Predictive Maintenance Support System in Industry 4.0 Scenario

Detalhes bibliográficos
Autor(a) principal: Rodrigo Ardachessian Costa
Data de Publicação: 2020
Tipo de documento: Dissertação
Idioma: eng
Título da fonte: Repositório Científico de Acesso Aberto de Portugal (Repositórios Cientìficos)
Texto Completo: https://hdl.handle.net/10216/132743
Resumo: The fourth industrial revolution that is being witnessed nowadays, also known as Industry 4.0, is heavily related to the digitization of manufacturing systems and the integration of different technologies to optimize manufacturing.
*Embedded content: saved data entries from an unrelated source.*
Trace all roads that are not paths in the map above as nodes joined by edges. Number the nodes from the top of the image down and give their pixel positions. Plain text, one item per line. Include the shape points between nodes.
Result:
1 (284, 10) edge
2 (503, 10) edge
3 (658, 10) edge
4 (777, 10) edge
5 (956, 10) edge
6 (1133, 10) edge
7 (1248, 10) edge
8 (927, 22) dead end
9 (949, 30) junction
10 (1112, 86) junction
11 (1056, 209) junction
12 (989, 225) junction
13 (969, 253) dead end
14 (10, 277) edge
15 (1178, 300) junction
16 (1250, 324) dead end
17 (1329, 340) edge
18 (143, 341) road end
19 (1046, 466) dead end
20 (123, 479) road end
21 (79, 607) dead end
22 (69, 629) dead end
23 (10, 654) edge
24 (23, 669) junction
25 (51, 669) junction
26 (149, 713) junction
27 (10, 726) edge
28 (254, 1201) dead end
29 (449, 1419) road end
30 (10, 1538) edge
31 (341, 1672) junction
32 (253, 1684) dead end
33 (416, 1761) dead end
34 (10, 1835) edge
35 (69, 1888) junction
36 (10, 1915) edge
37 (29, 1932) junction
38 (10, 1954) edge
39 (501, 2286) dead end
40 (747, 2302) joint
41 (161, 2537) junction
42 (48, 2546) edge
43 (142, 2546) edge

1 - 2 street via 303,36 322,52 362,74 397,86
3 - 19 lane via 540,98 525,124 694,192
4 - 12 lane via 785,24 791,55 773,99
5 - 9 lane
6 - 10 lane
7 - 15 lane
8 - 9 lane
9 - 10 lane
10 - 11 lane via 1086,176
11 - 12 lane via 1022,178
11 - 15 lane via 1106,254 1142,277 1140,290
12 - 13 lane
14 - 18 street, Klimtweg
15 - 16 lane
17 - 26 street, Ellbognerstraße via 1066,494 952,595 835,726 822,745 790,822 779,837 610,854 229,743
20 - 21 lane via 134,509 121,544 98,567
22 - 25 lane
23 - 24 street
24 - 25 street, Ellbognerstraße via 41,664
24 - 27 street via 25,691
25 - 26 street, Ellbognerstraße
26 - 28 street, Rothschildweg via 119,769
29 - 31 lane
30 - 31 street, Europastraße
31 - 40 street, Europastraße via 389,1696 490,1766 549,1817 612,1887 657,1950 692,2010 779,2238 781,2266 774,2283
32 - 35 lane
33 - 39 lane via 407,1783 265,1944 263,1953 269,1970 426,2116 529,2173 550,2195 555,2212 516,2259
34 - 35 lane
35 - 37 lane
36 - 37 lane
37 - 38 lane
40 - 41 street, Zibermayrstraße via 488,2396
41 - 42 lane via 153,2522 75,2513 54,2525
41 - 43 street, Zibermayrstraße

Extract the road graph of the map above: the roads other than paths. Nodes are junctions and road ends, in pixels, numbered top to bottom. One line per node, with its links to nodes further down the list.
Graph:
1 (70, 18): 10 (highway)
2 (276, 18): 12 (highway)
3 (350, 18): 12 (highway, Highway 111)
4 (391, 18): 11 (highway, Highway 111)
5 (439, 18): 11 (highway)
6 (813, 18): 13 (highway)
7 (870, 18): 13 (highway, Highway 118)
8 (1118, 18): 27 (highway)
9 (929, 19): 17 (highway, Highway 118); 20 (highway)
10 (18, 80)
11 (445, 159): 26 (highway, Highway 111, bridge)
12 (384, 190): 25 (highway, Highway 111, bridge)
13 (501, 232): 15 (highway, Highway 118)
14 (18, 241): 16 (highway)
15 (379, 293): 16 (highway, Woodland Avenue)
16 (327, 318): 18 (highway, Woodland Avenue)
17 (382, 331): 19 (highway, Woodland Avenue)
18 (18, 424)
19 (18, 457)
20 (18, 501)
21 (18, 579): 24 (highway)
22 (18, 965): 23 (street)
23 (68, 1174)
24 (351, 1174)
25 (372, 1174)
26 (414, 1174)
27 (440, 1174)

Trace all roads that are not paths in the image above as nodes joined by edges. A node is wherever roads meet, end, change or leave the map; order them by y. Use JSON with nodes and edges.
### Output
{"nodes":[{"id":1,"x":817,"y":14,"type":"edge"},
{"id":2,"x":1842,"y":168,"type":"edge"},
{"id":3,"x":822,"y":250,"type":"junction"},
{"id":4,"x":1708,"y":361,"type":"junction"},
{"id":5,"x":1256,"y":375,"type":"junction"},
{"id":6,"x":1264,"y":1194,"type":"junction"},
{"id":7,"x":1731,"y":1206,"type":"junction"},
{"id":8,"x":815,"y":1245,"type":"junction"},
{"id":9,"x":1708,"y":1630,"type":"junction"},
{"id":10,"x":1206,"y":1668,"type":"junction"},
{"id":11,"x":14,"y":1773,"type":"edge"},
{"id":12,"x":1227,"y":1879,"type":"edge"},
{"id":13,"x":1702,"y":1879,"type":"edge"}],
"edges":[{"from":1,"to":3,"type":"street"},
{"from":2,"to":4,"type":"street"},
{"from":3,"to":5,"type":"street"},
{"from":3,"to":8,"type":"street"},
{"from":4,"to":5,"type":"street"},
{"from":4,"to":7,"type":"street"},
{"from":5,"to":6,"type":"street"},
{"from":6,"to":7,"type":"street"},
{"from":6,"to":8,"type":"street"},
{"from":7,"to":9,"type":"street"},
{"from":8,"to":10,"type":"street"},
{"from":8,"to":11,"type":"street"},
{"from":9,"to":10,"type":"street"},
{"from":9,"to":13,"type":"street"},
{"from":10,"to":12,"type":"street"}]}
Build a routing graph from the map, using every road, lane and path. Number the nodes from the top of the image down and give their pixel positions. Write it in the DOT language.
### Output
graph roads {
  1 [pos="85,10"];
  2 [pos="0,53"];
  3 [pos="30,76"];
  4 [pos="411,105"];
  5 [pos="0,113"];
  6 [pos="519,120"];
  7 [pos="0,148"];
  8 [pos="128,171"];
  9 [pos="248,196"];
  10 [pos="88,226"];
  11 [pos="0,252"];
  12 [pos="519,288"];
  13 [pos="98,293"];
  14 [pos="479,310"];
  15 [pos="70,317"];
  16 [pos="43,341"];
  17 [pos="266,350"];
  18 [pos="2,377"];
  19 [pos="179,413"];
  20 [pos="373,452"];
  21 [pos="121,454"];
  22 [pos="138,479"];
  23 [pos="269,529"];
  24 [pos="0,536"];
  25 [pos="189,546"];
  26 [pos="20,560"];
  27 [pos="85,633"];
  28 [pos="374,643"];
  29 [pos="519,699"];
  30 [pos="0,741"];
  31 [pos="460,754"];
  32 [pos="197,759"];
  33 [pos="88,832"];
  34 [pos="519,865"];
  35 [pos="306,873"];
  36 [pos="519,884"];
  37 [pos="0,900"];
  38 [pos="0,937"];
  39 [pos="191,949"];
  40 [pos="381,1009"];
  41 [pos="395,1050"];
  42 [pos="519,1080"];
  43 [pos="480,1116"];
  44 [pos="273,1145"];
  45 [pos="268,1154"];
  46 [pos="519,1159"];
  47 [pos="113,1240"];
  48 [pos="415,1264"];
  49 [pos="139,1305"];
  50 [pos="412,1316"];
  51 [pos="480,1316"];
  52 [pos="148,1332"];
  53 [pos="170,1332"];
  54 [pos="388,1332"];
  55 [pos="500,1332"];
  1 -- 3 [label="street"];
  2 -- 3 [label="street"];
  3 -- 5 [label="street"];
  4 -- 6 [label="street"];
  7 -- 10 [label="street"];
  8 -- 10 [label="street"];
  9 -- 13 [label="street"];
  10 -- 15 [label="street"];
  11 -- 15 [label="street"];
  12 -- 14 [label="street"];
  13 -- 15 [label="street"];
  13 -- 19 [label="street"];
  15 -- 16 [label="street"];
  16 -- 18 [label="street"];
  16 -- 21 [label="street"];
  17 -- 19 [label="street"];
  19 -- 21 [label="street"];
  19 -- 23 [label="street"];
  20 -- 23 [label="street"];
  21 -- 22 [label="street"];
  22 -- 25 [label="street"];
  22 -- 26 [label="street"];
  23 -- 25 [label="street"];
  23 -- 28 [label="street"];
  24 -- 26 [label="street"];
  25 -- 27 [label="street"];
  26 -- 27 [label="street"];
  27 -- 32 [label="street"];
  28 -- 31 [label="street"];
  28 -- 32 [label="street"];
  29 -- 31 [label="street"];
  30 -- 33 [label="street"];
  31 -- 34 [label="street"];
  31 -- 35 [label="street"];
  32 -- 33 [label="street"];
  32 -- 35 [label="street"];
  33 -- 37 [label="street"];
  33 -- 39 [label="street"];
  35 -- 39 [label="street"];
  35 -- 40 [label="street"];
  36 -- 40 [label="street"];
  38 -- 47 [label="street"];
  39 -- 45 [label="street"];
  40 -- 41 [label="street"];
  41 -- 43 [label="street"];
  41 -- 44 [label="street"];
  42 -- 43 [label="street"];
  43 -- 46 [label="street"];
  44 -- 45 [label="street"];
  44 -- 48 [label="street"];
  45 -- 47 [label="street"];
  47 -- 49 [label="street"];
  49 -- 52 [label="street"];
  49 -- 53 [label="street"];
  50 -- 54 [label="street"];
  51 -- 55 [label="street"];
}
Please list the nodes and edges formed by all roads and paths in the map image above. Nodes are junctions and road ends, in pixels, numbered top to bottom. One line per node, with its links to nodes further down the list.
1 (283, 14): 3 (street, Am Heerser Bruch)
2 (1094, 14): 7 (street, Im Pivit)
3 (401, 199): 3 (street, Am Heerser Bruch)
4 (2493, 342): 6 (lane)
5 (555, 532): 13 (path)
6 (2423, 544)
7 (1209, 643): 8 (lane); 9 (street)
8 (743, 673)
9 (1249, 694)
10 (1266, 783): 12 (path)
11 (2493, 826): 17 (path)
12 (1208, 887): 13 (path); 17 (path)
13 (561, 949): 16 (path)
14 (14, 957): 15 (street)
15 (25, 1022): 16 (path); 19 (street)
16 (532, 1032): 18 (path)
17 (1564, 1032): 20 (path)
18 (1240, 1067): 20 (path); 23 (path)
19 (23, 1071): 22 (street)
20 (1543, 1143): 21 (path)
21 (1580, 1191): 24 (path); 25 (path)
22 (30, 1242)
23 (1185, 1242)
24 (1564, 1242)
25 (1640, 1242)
By combining data acquisition using specific sensors and machine learning algorithms to analyze this data and predict a failure before it happens, Predictive Maintenance is a critical tool to implement towards reducing downtime due to unpredicted stoppages caused by malfunctions. Based on the reality of Commercial Specialty Tires factory at Continental Mabor - Indústria de Pneus, S.A., the present work describes several problems faced regarding equipment maintenance. Taking advantage of the information gathered from studying the processes incorporated in the factory, it is designed a solution model for applying predictive maintenance in these processes. The model is divided into two primary layers, hardware, and software. Concerning hardware, sensors and respective applications are delineated. In terms of software, techniques of data analysis namely machine learning algorithms are described so that the collected data is studied to detect possible failures.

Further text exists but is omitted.